**EXERCISE BRIEF**
Every line below that holds "with" must be copied.

[Collected data entries]
══════════════════════════════

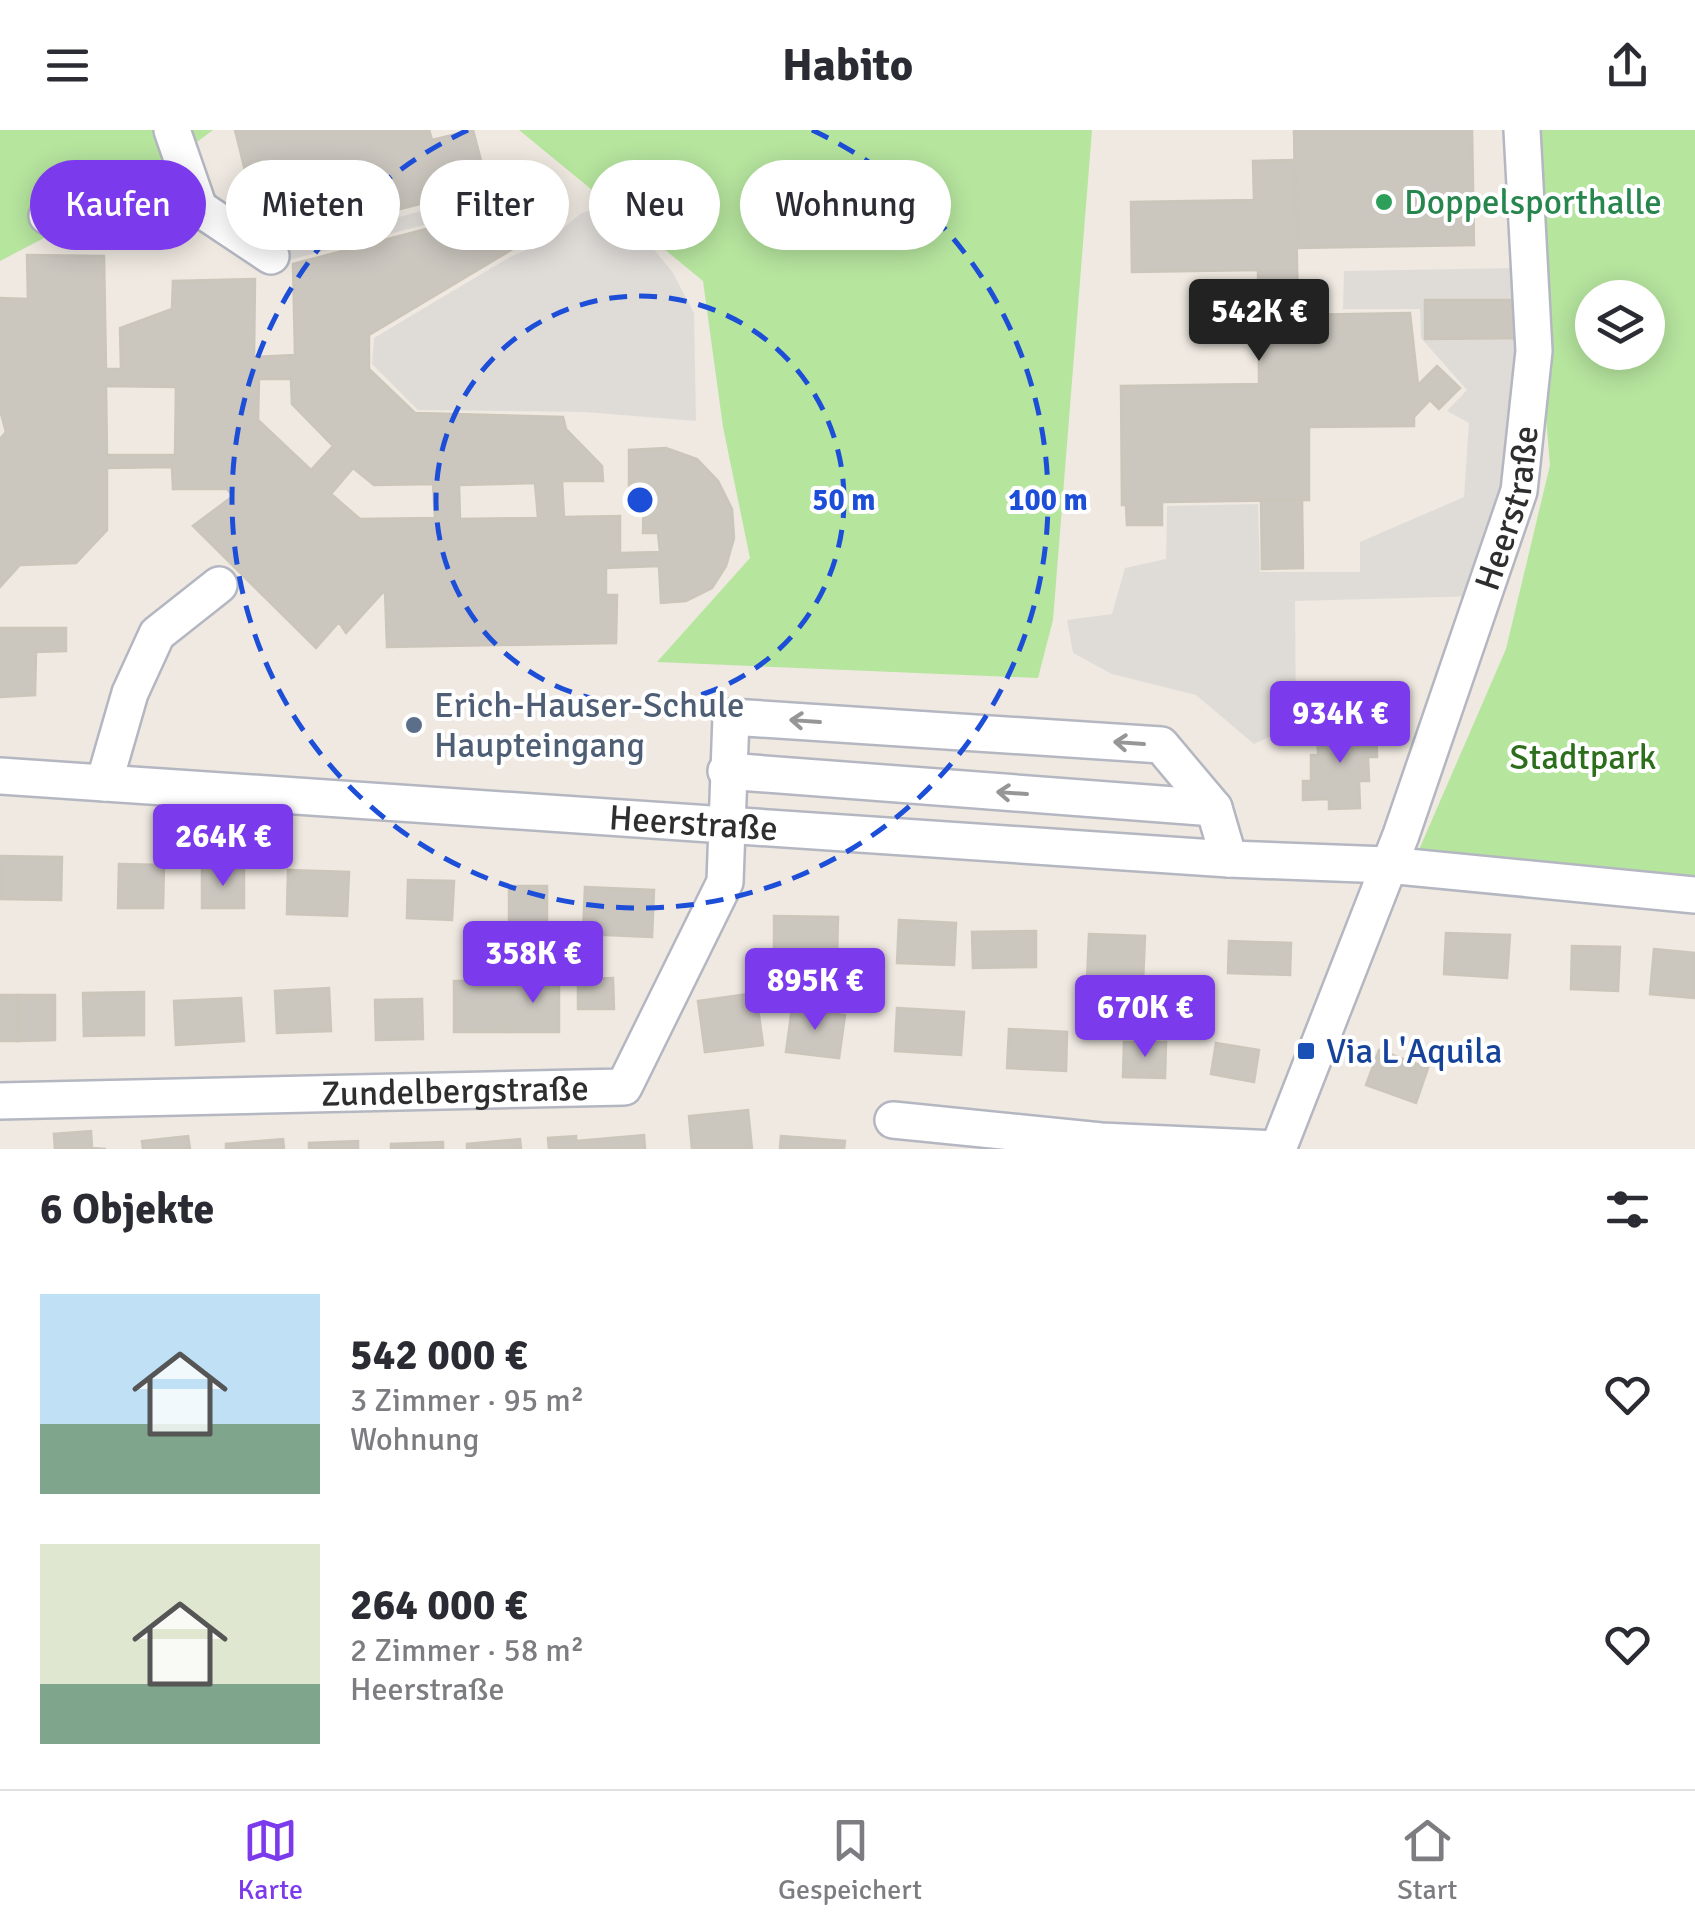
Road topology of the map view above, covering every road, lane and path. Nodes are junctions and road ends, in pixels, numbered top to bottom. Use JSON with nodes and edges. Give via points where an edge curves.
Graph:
{"nodes":[{"id":1,"x":172,"y":130,"type":"edge"},
{"id":2,"x":1522,"y":130,"type":"edge"},
{"id":3,"x":182,"y":160,"type":"edge"},
{"id":4,"x":206,"y":213,"type":"edge"},
{"id":5,"x":271,"y":256,"type":"dead end"},
{"id":6,"x":219,"y":585,"type":"dead end"},
{"id":7,"x":726,"y":771,"type":"junction"},
{"id":8,"x":0,"y":776,"type":"edge"},
{"id":9,"x":104,"y":783,"type":"junction"},
{"id":10,"x":1214,"y":808,"type":"junction"},
{"id":11,"x":724,"y":823,"type":"junction"},
{"id":12,"x":1229,"y":859,"type":"junction"},
{"id":13,"x":1386,"y":865,"type":"junction"},
{"id":14,"x":1695,"y":895,"type":"edge"},
{"id":15,"x":0,"y":1101,"type":"edge"},
{"id":16,"x":894,"y":1120,"type":"dead end"},
{"id":17,"x":1278,"y":1149,"type":"edge"}],
"edges":[{"from":1,"to":3,"type":"street"},
{"from":2,"to":13,"type":"street","name":"Heerstraße","via":[[1534,351],[1519,492]]},
{"from":4,"to":5,"type":"street"},
{"from":6,"to":9,"type":"street","via":[[157,634],[130,692]]},
{"from":10,"to":7,"type":"street","one_way":true},
{"from":10,"to":7,"type":"street","one_way":true,"via":[[1161,745],[731,716]]},
{"from":7,"to":11,"type":"street"},
{"from":8,"to":9,"type":"street","name":"Heerstraße"},
{"from":9,"to":11,"type":"street","name":"Heerstraße"},
{"from":10,"to":12,"type":"street"},
{"from":11,"to":12,"type":"street","name":"Heerstraße"},
{"from":11,"to":15,"type":"street","name":"Zundelbergstraße","via":[[725,882],[624,1086]]},
{"from":12,"to":13,"type":"street","name":"Heerstraße"},
{"from":13,"to":14,"type":"street","name":"Heerstraße"},
{"from":13,"to":17,"type":"street"},
{"from":16,"to":17,"type":"street","via":[[1101,1141]]}]}
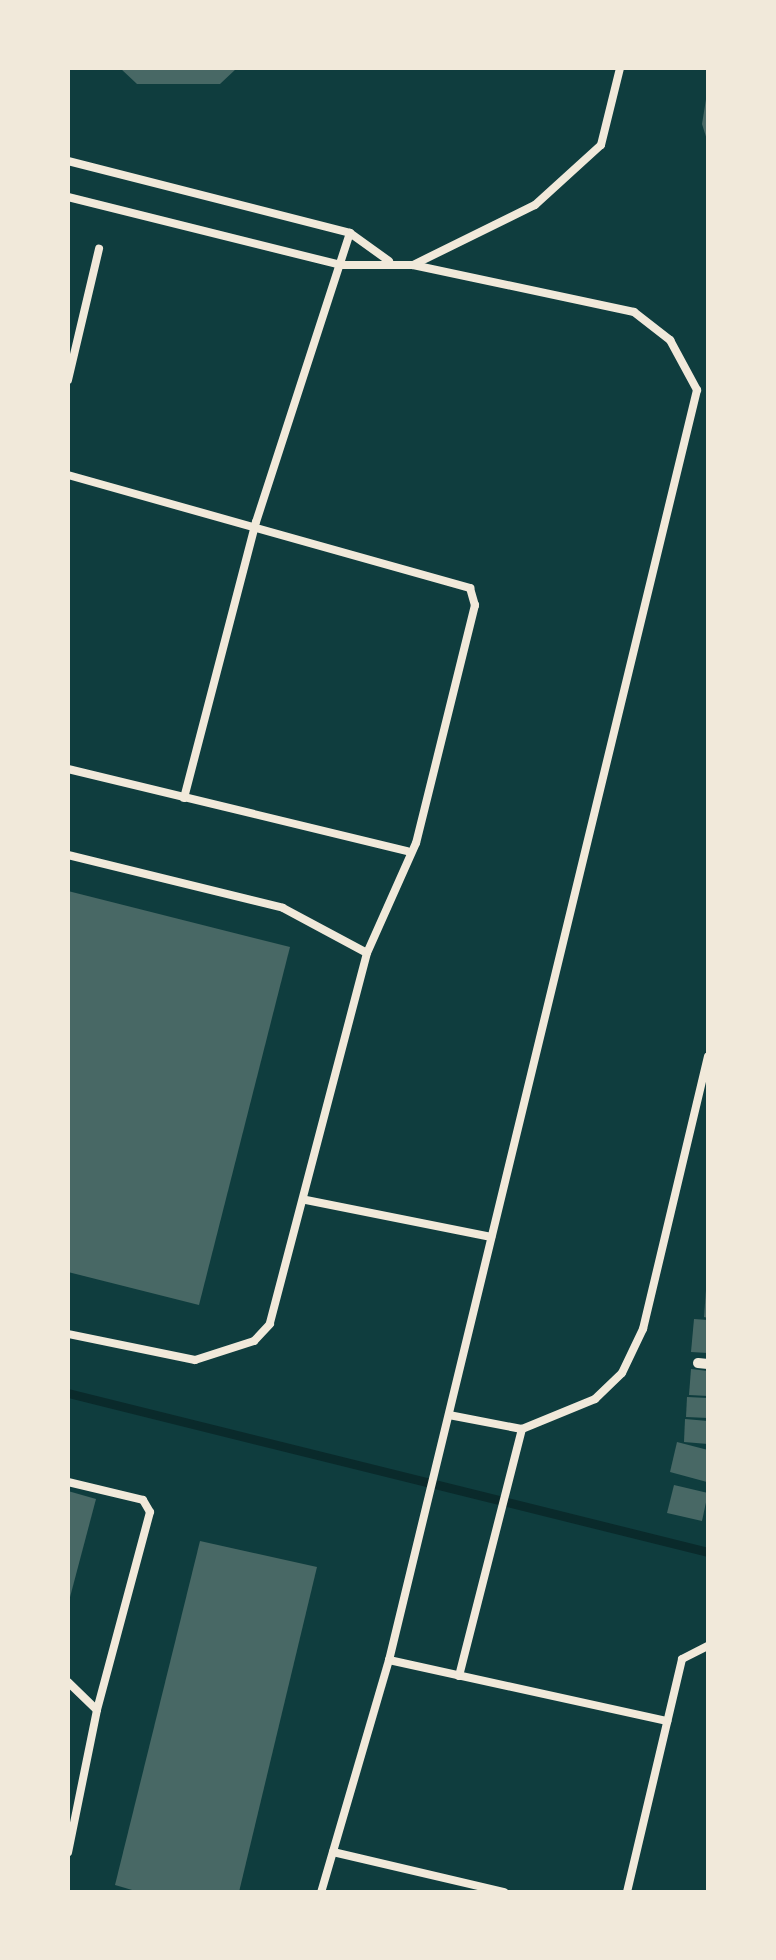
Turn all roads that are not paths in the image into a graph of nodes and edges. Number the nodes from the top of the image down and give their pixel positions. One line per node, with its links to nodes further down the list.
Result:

══════════════════════════════

**PROBLEM SOLUTION**
Road topology of the map view above, covering every road, lane and path. Nodes are junctions and road ends, in pixels, numbered top to bottom. Use JSON with nodes and edges. Give via points where an edge curves.
Turn all roads that are not paths in the image into a graph of nodes and edges. Number the nodes from the top of the image down and give their pixel positions. One line per node, with its links to nodes further down the list.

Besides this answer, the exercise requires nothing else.